As Israeli banks tend not to have the infrastructure - or the will - to trade internationally, the two markets complement each other well. There is, says Abarbanel, little desire on the part of the banks to change their systems, and they are happy to work with the OTC market.
“The banks are not looking to develop securities lending,” he explains. “One reason for this is the fact that any time you try to develop a market it creates competition within that world.
“They are maintaining the market but they’re not making the effort to improve it. Their systems don’t work with other systems. We use systems that are up to international standards. It’s two different attitudes.
“We are not trying to get the international market to transact with Israeli banks, but with Israeli pension funds and insurance companies. There are more securities for us to work with than all the Israeli banks have put together. The pension fund and mutual fund market is valued at $1.2 trillion, that amount is more than enough for everyone.”
Regulation
Securities lending is permitted. At present, the SECH is not a party to the lending transaction. TASE rules prohibit intentional short selling unless there is a lending/borrowing agreement in place prior to the short sale.

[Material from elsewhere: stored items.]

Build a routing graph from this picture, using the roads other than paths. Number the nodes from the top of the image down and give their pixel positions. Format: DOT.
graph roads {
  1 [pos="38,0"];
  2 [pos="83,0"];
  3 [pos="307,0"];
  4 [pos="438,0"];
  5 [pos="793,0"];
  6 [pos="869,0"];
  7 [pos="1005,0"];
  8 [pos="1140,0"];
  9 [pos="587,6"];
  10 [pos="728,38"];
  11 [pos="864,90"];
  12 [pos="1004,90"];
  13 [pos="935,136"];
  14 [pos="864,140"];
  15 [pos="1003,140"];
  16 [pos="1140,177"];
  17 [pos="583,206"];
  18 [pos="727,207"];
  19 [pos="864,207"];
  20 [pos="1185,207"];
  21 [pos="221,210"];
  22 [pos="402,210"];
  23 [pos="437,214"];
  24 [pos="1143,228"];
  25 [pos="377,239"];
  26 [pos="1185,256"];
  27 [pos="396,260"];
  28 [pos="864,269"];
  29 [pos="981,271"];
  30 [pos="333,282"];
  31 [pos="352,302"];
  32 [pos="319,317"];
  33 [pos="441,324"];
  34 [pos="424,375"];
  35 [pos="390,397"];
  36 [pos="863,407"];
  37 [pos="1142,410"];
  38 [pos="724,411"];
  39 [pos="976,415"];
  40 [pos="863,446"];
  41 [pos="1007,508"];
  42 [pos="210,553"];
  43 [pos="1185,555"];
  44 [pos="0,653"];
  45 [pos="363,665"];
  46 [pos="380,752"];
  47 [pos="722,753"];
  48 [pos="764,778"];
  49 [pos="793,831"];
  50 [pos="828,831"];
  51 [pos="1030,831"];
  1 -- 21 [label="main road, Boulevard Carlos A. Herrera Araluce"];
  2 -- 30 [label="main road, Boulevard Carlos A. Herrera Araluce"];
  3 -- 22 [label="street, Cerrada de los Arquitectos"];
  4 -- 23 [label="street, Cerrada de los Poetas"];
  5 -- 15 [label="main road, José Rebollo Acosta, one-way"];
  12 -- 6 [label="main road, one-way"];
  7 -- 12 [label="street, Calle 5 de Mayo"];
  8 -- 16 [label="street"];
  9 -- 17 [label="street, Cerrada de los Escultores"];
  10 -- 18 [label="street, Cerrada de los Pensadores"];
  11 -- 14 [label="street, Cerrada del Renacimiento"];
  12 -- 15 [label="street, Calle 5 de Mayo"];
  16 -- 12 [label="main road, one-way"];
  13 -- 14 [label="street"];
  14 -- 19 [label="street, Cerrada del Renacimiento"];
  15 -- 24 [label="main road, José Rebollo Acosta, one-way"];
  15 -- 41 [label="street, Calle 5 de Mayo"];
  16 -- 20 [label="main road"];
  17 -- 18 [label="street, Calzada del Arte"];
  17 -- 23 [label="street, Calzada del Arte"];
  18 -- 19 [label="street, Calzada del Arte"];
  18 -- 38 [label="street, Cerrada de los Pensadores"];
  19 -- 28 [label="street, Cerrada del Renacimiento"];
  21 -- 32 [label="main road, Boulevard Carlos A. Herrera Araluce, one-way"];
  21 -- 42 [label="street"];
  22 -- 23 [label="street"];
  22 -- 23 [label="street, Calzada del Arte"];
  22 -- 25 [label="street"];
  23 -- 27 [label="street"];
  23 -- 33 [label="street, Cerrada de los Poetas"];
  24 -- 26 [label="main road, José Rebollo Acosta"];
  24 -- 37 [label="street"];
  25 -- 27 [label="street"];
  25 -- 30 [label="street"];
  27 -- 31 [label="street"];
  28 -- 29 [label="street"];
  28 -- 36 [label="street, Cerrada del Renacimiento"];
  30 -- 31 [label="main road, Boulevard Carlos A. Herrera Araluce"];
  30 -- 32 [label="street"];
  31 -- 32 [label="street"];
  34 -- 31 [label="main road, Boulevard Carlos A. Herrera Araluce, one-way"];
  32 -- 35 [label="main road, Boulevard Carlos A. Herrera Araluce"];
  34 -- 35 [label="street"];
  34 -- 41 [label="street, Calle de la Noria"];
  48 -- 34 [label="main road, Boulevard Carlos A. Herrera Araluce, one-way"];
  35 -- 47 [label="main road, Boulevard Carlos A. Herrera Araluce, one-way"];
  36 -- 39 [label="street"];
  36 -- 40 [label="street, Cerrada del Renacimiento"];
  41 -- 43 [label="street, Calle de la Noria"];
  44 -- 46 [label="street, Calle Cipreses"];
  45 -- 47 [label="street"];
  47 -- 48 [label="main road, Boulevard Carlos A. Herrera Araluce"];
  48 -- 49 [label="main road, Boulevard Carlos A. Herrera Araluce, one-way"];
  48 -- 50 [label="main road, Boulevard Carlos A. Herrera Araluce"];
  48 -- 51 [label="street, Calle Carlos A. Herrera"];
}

TASE regulations require that all intentional short sales not covered by a securities lending agreement, be covered within 24 hours of the creation of the position.
The regulations for short selling and securities lending appear in the TASE and SECH regulations. As noted above, the SECH is not a party to securities lending transactions. These are concluded between members and their customers or between two customers directly. All securities lending agreements must be reported to the SECH, whether they are transacted directly between two end customers without the involvement of the local custodians, or whether the lending is from the custodian.
The requirement to report stock borrowing transactions applies only in the event of short positions at the borrower’s account. If borrower and lender made an agreement overseas and the lender delivers shares to the borrower’s account, the borrower is not is short position, and in this case- the borrower’s local custodian does not need to report the transaction to SECH as borrowing transaction.
Israeli companies trading on the Tel Aviv Stock Exchange will now be able to list on European stock exchanges without publishing an additional prospectus. An Israeli company seeking to list on one of Europe’s stock exchanges will be able to use its Israeli prospectus, with an additional list of 15 disclosures required by the ESMA. Finance Minister Yuval Steinitz welcomed the decision, saying that the EU’s regulatory standards were an “international yardstick.” The ISA sees the ESMA decision as historic. After it was announced, ISA Chairman Prof. Zohar Goshen said that the Israeli market had “taken a great step forward in allowing Israeli companies to list their stocks for trading or raise capital in Europe.”